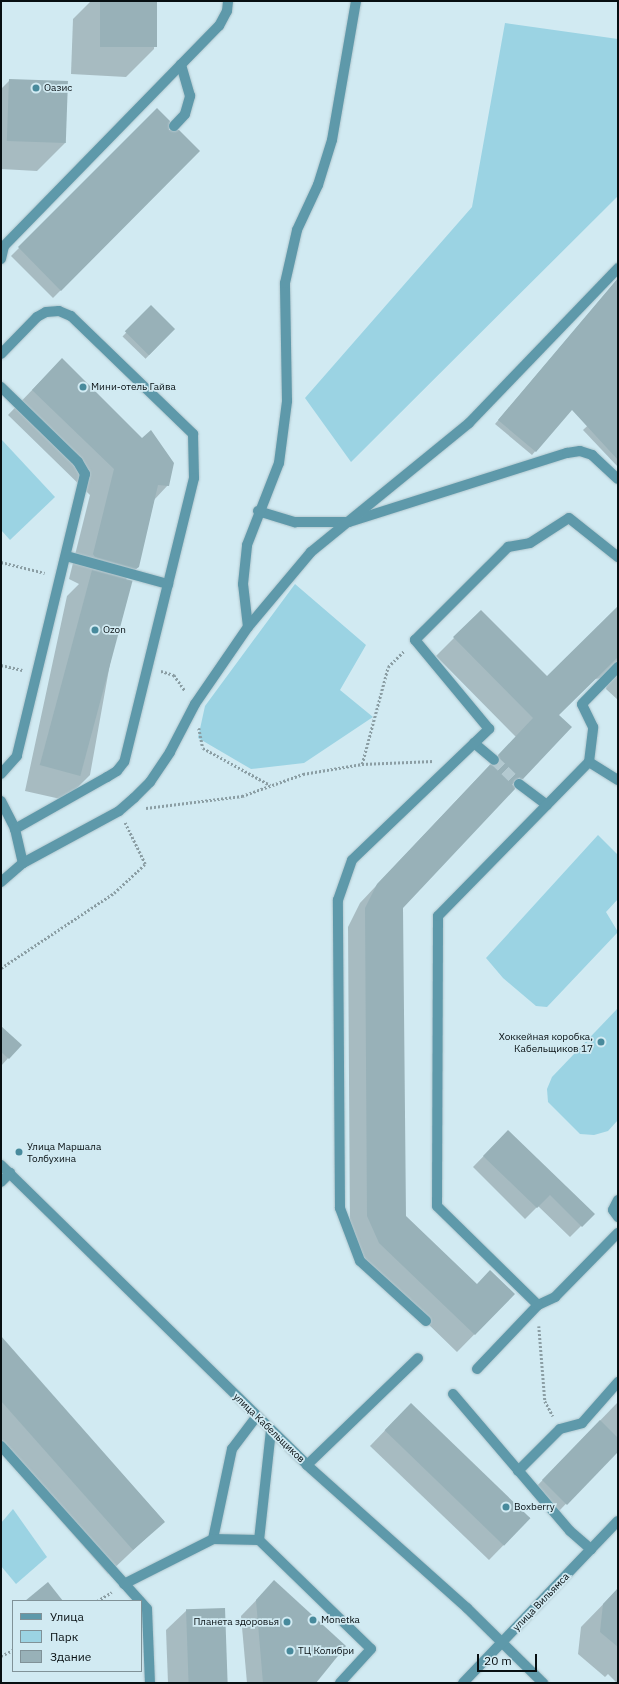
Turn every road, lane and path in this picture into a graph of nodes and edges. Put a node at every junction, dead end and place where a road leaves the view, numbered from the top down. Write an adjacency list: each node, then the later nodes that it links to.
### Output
1 (228, 1): 3 (street)
2 (356, 1): 10 (street)
3 (181, 64): 4 (street); 5 (street)
4 (174, 126)
5 (1, 259)
6 (618, 268): 11 (street)
7 (1, 354): 16 (street)
8 (1, 386): 12 (street)
9 (618, 479): 11 (street)
10 (258, 511): 11 (street); 17 (street)
11 (349, 522): 17 (street)
12 (66, 556): 15 (street); 16 (street)
13 (618, 557): 18 (street)
14 (1, 562): 15 (path)
15 (61, 577): 22 (street)
16 (168, 584): 20 (street)
17 (248, 627): 23 (street)
18 (415, 640): 24 (street); 28 (path)
19 (1, 665): 22 (path)
20 (148, 667): 23 (path); 36 (street)
21 (618, 668): 27 (street)
22 (37, 674): 29 (street)
23 (195, 704): 32 (path); 35 (street)
24 (474, 743): 25 (street); 26 (street)
25 (454, 760): 28 (path); 47 (street)
26 (494, 760)
27 (589, 762): 30 (street); 34 (street)
28 (362, 764): 32 (path)
29 (1, 774)
30 (618, 780)
31 (519, 784): 34 (street)
32 (271, 786): 35 (path)
33 (1, 801): 36 (street)
34 (547, 805): 46 (street)
35 (119, 811): 37 (street); 39 (path)
36 (15, 829): 37 (street)
37 (23, 863): 38 (street)
38 (1, 882)
39 (1, 968)
40 (1, 1165): 41 (street, улица Кабельщиков)
41 (10, 1173): 42 (street); 52 (street, улица Кабельщиков)
42 (1, 1182)
43 (618, 1200): 44 (street)
44 (618, 1217)
45 (618, 1233): 46 (street)
46 (538, 1305): 49 (street); 53 (path)
47 (426, 1321)
48 (418, 1358): 56 (street)
49 (477, 1369)
50 (618, 1382): 53 (street)
51 (453, 1394): 57 (street)
52 (257, 1416): 54 (street, улица Кабельщиков); 59 (street)
53 (560, 1429): 57 (street)
54 (272, 1430): 56 (street, улица Кабельщиков); 60 (street)
55 (1, 1446): 62 (street)
56 (307, 1465): 65 (street, улица Кабельщиков)
57 (518, 1471): 61 (street)
58 (618, 1521): 61 (street, улица Вильямса)
59 (213, 1539): 60 (street); 62 (street)
60 (259, 1540): 69 (street)
61 (591, 1549): 65 (street, улица Вильямса)
62 (124, 1584): 63 (street)
63 (138, 1600)
64 (142, 1604): 68 (street)
65 (502, 1643): 70 (street, улица Вильямса); 71 (street, улица Кабельщиков)
66 (12, 1650): 67 (path)
67 (1, 1656)
68 (150, 1683)
69 (340, 1683)
70 (464, 1683)
71 (543, 1683)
------------------------------------
▶ WHAT IS REQUIRED:
In the copy you write, the data above must appear exactly, with no pictures.

▶ SOLUTION TO THE EXERCISE:
Turn every road, lane and path in this picture into a graph of nodes and edges. Put a node at every junction, dead end and place where a road leaves the view, numbered from the top down. Write an adjacency list: each node, then the later nodes that it links to.
### Output
1 (228, 1): 3 (street)
2 (356, 1): 10 (street)
3 (181, 64): 4 (street); 5 (street)
4 (174, 126)
5 (1, 259)
6 (618, 268): 11 (street)
7 (1, 354): 16 (street)
8 (1, 386): 12 (street)
9 (618, 479): 11 (street)
10 (258, 511): 11 (street); 17 (street)
11 (349, 522): 17 (street)
12 (66, 556): 15 (street); 16 (street)
13 (618, 557): 18 (street)
14 (1, 562): 15 (path)
15 (61, 577): 22 (street)
16 (168, 584): 20 (street)
17 (248, 627): 23 (street)
18 (415, 640): 24 (street); 28 (path)
19 (1, 665): 22 (path)
20 (148, 667): 23 (path); 36 (street)
21 (618, 668): 27 (street)
22 (37, 674): 29 (street)
23 (195, 704): 32 (path); 35 (street)
24 (474, 743): 25 (street); 26 (street)
25 (454, 760): 28 (path); 47 (street)
26 (494, 760)
27 (589, 762): 30 (street); 34 (street)
28 (362, 764): 32 (path)
29 (1, 774)
30 (618, 780)
31 (519, 784): 34 (street)
32 (271, 786): 35 (path)
33 (1, 801): 36 (street)
34 (547, 805): 46 (street)
35 (119, 811): 37 (street); 39 (path)
36 (15, 829): 37 (street)
37 (23, 863): 38 (street)
38 (1, 882)
39 (1, 968)
40 (1, 1165): 41 (street, улица Кабельщиков)
41 (10, 1173): 42 (street); 52 (street, улица Кабельщиков)
42 (1, 1182)
43 (618, 1200): 44 (street)
44 (618, 1217)
45 (618, 1233): 46 (street)
46 (538, 1305): 49 (street); 53 (path)
47 (426, 1321)
48 (418, 1358): 56 (street)
49 (477, 1369)
50 (618, 1382): 53 (street)
51 (453, 1394): 57 (street)
52 (257, 1416): 54 (street, улица Кабельщиков); 59 (street)
53 (560, 1429): 57 (street)
54 (272, 1430): 56 (street, улица Кабельщиков); 60 (street)
55 (1, 1446): 62 (street)
56 (307, 1465): 65 (street, улица Кабельщиков)
57 (518, 1471): 61 (street)
58 (618, 1521): 61 (street, улица Вильямса)
59 (213, 1539): 60 (street); 62 (street)
60 (259, 1540): 69 (street)
61 (591, 1549): 65 (street, улица Вильямса)
62 (124, 1584): 63 (street)
63 (138, 1600)
64 (142, 1604): 68 (street)
65 (502, 1643): 70 (street, улица Вильямса); 71 (street, улица Кабельщиков)
66 (12, 1650): 67 (path)
67 (1, 1656)
68 (150, 1683)
69 (340, 1683)
70 (464, 1683)
71 (543, 1683)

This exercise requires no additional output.